Stored data:
___

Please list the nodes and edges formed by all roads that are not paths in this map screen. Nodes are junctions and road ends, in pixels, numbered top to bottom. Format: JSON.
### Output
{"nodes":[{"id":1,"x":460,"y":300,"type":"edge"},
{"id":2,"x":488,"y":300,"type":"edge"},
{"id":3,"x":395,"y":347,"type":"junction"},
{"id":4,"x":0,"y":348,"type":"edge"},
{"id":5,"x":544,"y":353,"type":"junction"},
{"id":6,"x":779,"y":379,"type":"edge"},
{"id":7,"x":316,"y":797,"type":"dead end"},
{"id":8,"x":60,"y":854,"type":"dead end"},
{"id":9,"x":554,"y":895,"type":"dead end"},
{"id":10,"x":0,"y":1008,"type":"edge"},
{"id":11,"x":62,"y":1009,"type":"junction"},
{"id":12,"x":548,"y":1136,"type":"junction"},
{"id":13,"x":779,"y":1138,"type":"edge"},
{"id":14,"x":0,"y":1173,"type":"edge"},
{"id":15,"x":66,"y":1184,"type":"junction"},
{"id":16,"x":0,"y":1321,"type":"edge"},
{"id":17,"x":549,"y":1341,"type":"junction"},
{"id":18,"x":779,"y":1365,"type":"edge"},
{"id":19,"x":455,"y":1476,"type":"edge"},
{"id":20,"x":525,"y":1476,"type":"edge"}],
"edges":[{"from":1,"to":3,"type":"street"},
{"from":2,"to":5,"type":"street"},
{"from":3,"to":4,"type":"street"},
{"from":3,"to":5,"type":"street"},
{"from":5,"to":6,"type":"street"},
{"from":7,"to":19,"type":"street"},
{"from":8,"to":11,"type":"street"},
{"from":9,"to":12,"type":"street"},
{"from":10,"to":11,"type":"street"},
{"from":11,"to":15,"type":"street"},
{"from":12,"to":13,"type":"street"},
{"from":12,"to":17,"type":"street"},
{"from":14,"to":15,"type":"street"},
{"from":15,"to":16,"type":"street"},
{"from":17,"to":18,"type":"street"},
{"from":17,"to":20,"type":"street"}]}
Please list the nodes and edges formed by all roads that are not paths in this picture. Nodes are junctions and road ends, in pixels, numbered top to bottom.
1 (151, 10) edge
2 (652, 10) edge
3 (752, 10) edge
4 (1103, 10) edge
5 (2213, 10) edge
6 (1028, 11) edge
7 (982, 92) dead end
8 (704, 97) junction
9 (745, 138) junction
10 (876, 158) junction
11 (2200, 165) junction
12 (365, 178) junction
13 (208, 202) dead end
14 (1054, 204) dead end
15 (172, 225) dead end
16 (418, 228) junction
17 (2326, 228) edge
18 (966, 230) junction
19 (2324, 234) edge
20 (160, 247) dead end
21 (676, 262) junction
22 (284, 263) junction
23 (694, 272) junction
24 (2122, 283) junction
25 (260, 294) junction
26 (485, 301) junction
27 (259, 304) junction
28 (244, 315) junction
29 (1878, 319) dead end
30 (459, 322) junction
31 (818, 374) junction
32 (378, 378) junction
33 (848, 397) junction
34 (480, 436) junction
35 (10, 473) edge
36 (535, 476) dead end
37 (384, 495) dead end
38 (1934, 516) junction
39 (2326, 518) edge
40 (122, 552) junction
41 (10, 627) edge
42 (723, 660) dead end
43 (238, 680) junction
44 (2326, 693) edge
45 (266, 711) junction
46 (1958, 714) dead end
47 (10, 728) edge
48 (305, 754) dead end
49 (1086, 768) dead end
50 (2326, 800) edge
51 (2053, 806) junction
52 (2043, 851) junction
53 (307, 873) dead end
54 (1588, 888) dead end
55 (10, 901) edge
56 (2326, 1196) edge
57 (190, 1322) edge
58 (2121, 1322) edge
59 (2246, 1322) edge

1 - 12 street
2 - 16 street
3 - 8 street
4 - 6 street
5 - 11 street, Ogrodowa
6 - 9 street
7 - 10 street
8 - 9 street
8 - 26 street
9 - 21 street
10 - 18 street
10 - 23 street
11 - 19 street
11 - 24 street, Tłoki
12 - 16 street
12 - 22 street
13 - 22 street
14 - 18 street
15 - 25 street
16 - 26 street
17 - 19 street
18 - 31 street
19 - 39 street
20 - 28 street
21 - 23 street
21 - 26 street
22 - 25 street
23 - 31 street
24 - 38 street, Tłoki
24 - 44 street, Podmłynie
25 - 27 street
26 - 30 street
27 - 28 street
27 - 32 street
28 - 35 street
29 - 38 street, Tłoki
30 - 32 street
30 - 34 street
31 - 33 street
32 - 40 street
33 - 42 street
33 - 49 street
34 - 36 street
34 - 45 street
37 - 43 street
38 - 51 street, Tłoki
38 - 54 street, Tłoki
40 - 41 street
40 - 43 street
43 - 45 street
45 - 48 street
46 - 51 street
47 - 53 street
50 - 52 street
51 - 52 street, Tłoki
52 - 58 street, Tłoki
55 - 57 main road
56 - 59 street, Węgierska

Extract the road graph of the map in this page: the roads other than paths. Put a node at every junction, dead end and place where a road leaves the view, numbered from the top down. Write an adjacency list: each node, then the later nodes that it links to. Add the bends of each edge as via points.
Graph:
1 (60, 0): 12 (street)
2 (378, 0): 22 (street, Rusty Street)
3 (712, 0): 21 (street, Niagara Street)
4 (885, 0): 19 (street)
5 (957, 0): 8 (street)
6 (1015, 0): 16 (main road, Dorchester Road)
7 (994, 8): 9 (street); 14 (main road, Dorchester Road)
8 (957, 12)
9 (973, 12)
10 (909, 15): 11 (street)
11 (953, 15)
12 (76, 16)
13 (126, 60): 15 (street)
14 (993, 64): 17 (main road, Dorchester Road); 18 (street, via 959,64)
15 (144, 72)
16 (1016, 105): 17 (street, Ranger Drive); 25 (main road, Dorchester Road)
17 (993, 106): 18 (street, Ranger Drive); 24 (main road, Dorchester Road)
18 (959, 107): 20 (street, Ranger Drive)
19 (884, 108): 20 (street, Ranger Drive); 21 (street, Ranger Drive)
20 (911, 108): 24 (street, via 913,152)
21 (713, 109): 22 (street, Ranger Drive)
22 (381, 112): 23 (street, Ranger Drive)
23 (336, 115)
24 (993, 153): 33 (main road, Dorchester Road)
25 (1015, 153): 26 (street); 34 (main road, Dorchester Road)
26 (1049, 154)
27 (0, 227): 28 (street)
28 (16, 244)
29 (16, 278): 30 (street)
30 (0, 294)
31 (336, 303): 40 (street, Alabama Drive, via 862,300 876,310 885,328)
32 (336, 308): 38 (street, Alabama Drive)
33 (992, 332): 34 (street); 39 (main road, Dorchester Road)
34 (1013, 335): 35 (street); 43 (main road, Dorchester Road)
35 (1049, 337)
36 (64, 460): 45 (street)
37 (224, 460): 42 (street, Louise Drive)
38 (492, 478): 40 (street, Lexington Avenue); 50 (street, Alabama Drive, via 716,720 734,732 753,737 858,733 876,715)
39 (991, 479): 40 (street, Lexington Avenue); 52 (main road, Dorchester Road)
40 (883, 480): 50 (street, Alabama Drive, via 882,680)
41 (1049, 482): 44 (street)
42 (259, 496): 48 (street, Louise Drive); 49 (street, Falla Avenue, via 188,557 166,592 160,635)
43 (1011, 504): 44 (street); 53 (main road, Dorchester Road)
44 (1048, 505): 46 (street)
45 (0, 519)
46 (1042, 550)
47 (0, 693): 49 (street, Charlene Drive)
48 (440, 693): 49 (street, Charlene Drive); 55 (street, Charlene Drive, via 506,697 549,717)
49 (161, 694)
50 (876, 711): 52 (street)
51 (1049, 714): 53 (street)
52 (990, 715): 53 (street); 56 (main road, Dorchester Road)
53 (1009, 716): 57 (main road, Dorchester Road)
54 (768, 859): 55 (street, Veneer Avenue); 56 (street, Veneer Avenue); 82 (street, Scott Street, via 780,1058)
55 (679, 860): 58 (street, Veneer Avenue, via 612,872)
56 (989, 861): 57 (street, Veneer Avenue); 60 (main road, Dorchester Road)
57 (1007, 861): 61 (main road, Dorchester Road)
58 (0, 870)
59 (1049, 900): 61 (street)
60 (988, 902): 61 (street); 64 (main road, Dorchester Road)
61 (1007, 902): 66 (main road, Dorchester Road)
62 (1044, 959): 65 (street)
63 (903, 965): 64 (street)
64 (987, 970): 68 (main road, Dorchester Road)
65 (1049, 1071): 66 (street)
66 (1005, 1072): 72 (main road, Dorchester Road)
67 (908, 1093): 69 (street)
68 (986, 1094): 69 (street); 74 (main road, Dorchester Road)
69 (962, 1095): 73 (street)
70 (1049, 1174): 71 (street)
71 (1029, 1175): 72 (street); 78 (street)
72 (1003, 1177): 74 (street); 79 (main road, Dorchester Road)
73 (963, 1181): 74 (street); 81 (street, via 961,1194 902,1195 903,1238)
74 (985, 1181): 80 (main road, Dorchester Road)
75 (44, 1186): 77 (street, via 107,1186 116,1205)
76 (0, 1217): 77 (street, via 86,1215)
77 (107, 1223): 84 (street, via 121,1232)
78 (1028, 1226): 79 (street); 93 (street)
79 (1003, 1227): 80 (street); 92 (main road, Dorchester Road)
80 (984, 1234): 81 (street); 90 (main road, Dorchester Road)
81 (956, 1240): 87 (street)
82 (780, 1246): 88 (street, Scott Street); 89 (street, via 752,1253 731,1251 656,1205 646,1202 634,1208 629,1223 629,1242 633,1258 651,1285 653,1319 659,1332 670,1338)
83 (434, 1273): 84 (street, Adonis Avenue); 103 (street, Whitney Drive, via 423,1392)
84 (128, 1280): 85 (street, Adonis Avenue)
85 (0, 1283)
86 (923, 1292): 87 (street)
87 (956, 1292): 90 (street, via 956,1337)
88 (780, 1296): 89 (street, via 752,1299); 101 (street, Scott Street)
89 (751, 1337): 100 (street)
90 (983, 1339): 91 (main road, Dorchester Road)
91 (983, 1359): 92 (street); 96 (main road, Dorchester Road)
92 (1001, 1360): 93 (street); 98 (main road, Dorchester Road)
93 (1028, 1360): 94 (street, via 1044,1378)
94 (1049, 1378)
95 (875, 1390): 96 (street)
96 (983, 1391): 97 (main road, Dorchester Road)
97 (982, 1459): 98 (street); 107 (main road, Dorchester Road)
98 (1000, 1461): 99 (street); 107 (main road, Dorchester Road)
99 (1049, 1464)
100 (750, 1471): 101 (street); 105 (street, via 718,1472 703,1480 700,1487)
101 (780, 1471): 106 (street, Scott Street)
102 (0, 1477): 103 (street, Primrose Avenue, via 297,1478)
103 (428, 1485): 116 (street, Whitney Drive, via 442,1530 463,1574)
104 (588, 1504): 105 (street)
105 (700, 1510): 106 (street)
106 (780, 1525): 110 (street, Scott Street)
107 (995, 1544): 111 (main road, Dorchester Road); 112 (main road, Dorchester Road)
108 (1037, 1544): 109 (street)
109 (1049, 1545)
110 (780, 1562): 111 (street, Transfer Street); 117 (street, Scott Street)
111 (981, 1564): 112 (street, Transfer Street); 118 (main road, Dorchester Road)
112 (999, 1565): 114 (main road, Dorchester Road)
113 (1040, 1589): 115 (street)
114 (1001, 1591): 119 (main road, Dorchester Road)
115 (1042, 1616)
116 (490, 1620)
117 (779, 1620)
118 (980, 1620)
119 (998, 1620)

___

YOUR INSTRUCTIONS:
Check each line above for the word "Scott" and copy the ones that have it.

RESPONSE BELOW:
54 (768, 859): 55 (street, Veneer Avenue); 56 (street, Veneer Avenue); 82 (street, Scott Street, via 780,1058)
82 (780, 1246): 88 (street, Scott Street); 89 (street, via 752,1253 731,1251 656,1205 646,1202 634,1208 629,1223 629,1242 633,1258 651,1285 653,1319 659,1332 670,1338)
88 (780, 1296): 89 (street, via 752,1299); 101 (street, Scott Street)
101 (780, 1471): 106 (street, Scott Street)
106 (780, 1525): 110 (street, Scott Street)
110 (780, 1562): 111 (street, Transfer Street); 117 (street, Scott Street)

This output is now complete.